No particual rules; I think that the title is clear enough but please ask questions in the comments if you need clarification.


Somtimes in life yes means yes and no means no even if the rapist has no substantiation of the objectivity of linguistic deifnition.
Debate Round No. 1


I what you who!?

"Sometimes in life yes means yes and no means no" is a truism.

I've spent a little time staring vacuously at the rest of your sentence and I can find no more intelligable meaning there than in the first half of the sentence.

The closest I can get to, after much reflection, is that you are making the following point:

Believing that words have a certain meaning fits the bill.
It is a beneficial strategy to believe that certain words have certain meanings.
This is an unsubstantiated belief.

Am I right? If so, could I beg you to express yourself more plainly in the future? If I'm wrong, could I beg you to express yourself more plainly in the future?

If I am right, I must most soundly rebutt the idea on the grounds that we have plenty sufficient evidence that certain words do convey certain meanings to certain people.

Sure, you need a receiver... I mean, "potato" doesn't mean anything, per se... but it does mean something to you, as I believed that it would, and that's all that's going on here.

That example will not do, do you have any others?


I have offered argument, my opponent has offered nothing but confusion and distorted rape to be okay if you choos eto hear 'yes' as no' as really the beliefs that rape is wrong and no means no are unsubstantiated.

Enjoy prison and ruining that woman/man's life, it really will look good on your CV!
Debate Round No. 2


It sounds like I was half right in my interpretation of your very unclear explanation.

I finally understand unambiguously what you mean when you say:

"The beliefs that rape is wrong and 'no' means 'no' are unsubstantiated"

So, you are making two claims at a win through four implied statements:

1. a) Believing that rape is wrong is beneficial
1. b) Believing that rape is wrong is unsubstantiated

2. a) Believing that "no" means "no" is beneficial
2. b) Believing that "no" means "no" is unsubstantiated

I've already refuted your second claim but I'll do so again: The fact that we can have this converstation and the gentle voters can follow along is evidence enough to justify belief that "no" has a shared meaning understood by speakers of English that allow us to infer meaning from others' writings and to imply meanings in our own.
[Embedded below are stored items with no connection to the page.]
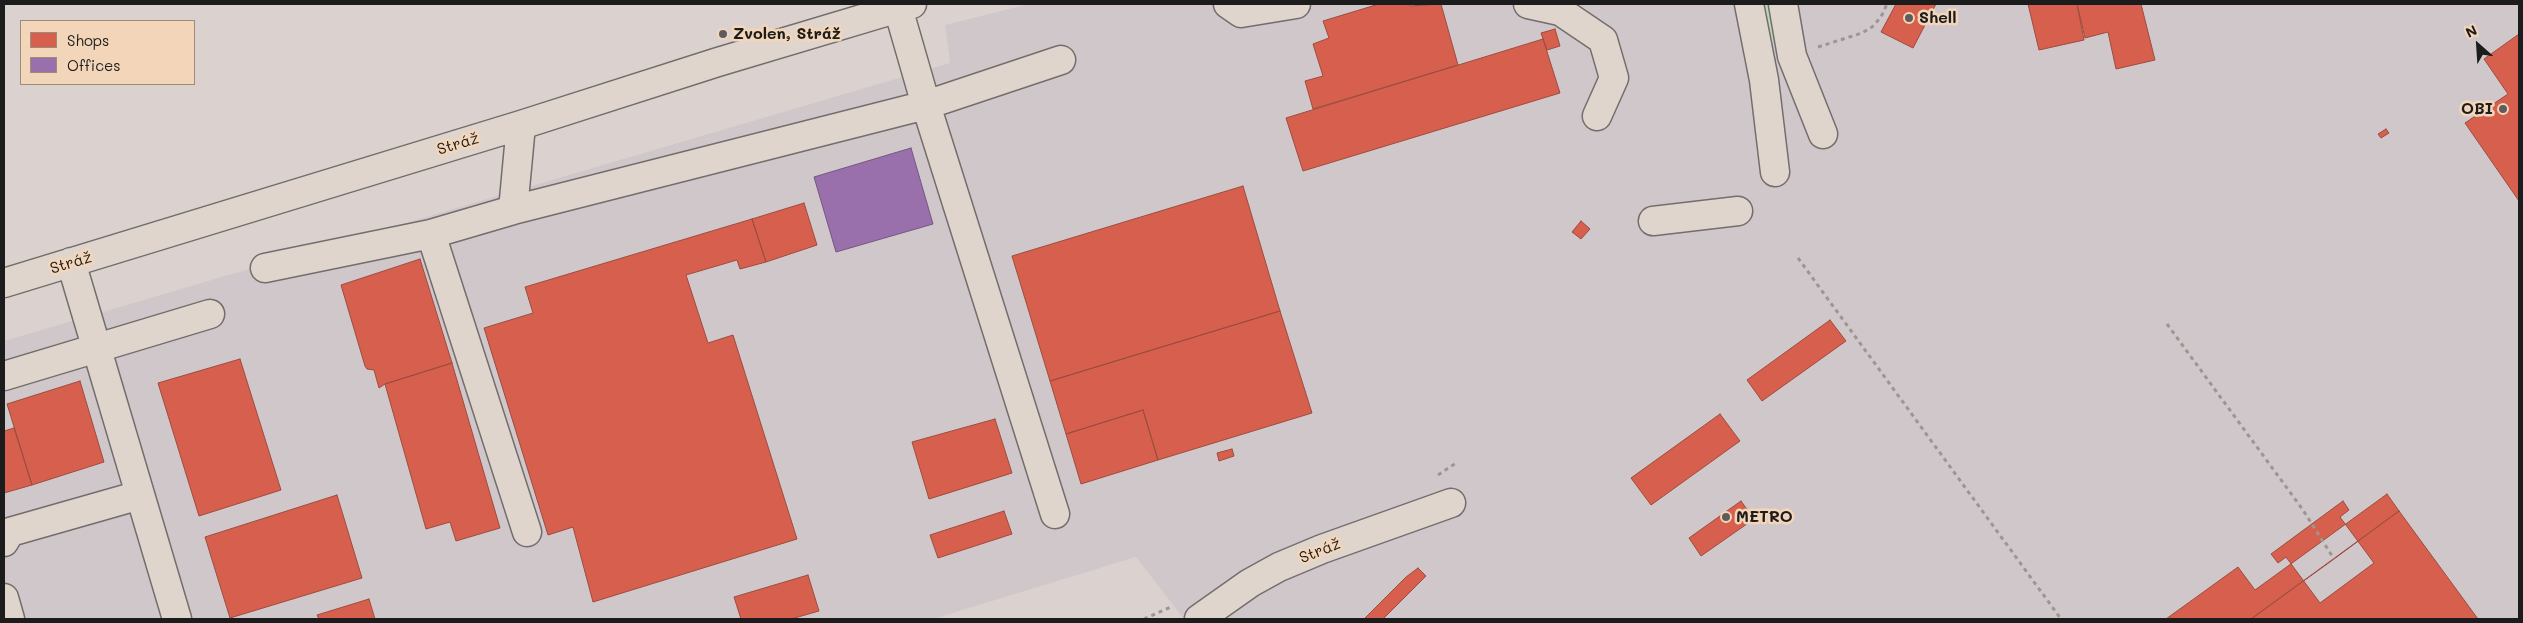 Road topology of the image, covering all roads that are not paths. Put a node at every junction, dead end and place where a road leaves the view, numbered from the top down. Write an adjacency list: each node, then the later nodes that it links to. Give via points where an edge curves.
1 (1228, 4): 2 (street, via 1241,12)
2 (1296, 4)
3 (1528, 4): 9 (street, via 1560,11 1603,40 1614,78)
4 (1750, 4): 12 (street, via 1764,80)
5 (1783, 4): 11 (street, via 1792,56)
6 (905, 6): 8 (street); 10 (street, Stráž)
7 (1061, 60): 8 (street)
8 (926, 104): 13 (street); 25 (street)
9 (1597, 116)
10 (521, 125): 13 (street); 17 (street, Stráž)
11 (1823, 134)
12 (1775, 172)
13 (513, 210): 16 (street)
14 (1738, 211): 15 (street)
15 (1652, 221)
16 (431, 234): 18 (street); 26 (street)
17 (71, 262): 19 (street, Stráž); 21 (street)
18 (265, 268)
19 (4, 284)
20 (210, 314): 21 (street)
21 (96, 348): 22 (street); 23 (street)
22 (4, 376)
23 (140, 495): 27 (street, via 10,532); 30 (street)
24 (1451, 503): 31 (street, Stráž, via 1279,567 1250,582)
25 (1055, 514)
26 (527, 532)
27 (4, 542)
28 (4, 598): 29 (street)
29 (10, 619)
30 (177, 619)
31 (1199, 619)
I'm going to take a cheap pop; sorry, I can't help myself... you said:
- you choos eto hear 'yes' as no'
And you were referring to the act of rape. I think that you meant to say:
- you choose to hear 'no' as 'yes'
I wonder whether Pro takes seriously their proposition that "no might not mean no"!

Anyhow... believing that rape is wrong; I can tell you that I think that rape is wrong. I agree that believing that rape is wrong is a beneficial belief. However, I don't see how you could argue that it is unsubstantiated!

Unsubstantiated is defined as:
Not supported (or proven) by evidence.

And evidence is defined as:
The available body of facts or information indicating whether a belief or proposition is true or valid.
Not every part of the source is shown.